Currently attempting to hire with a choice of one of two take-homes. I've successfully navigated other take-home exams, including Jobcase's. This take-home, in comparison, was very wide in scope (asked to more or less design the entire company's infrastructure). On one hand, it meant I had the chance to read about a lot of different technologies. On the other hand, I was asked to explain each component in excruciating detail, when I had already spent nine pages answering the questions that were actually asked of me (and where my answers were largely brushed aside in favor of the things I Didn't Do).
There did not seem to be clear communication, between the four interviewers, regarding what the take home exam actually entailed. Based on my (admittedly short) experience at ZMAGS, I'd be concerned about the team's ability to provide constructive feedback, and my product manager's ability to take responsibility for their role in properly scoping projects.

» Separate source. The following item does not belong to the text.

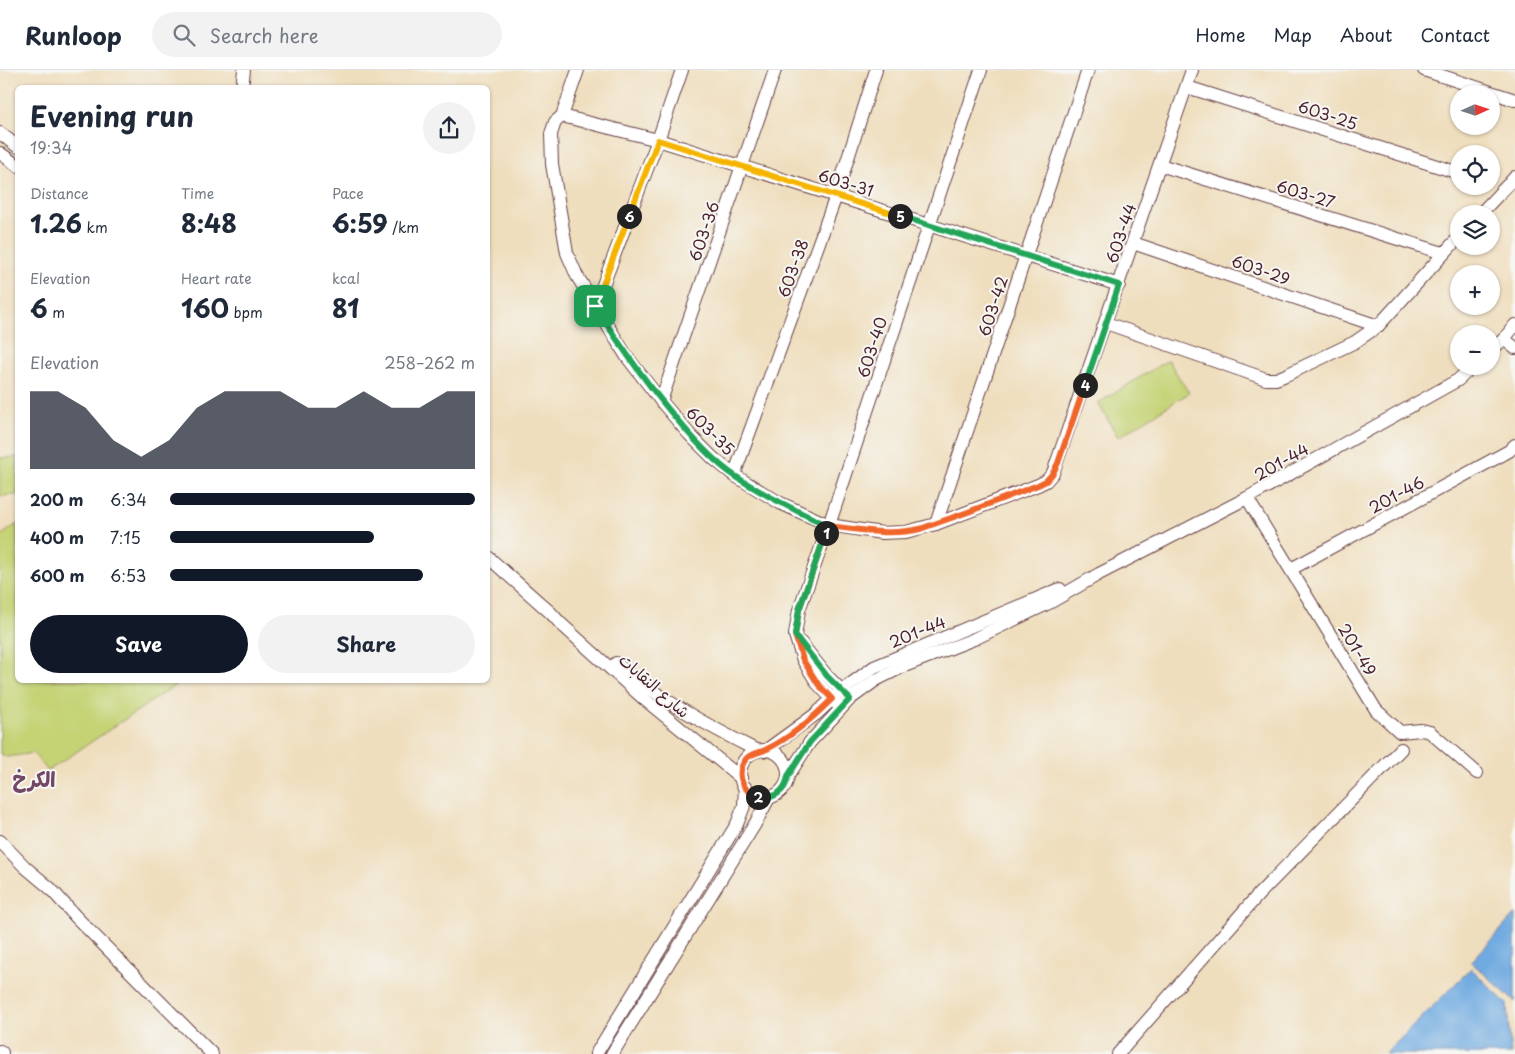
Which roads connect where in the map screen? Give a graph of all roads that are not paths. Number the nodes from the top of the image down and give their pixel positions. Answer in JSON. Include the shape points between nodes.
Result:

I also have significant reservations about the potential working environment. One of the engineers interrupted me mid-sentence to ask questions like "what is a support vector machine" that had nothing to do with the design interview or with the qualifications of my prospective position. I don't understand why employers do that kind of thing - is it meant to gauge how prospective employees respond to pressure?
The same engineer apparently tried to "trick" me into answering too difficult a question by posing a question as if I was supposed to get better time/space constraints than I actually needed, and then lectured me on not "overdelivering" when I tried answering the more complicated question. Once again, this kind of condescension does not bode well for the potential working conditions as an engineer. If I'm going to deal with higher-ups who, e.g., purposely give vague project requirements and engage in victim-blaming afterwards, it gives me reservations about the company culture.
In my personal opinion, there is no need to make the interview process so adversarial. An interviewer's job is to communicate as clearly as possible, not to "trick" the interviewer into answering the wrong question. It would also be easier to communicate the take-home's expectations if it were changed to the design of a single subsystem with more concrete I/O requirements.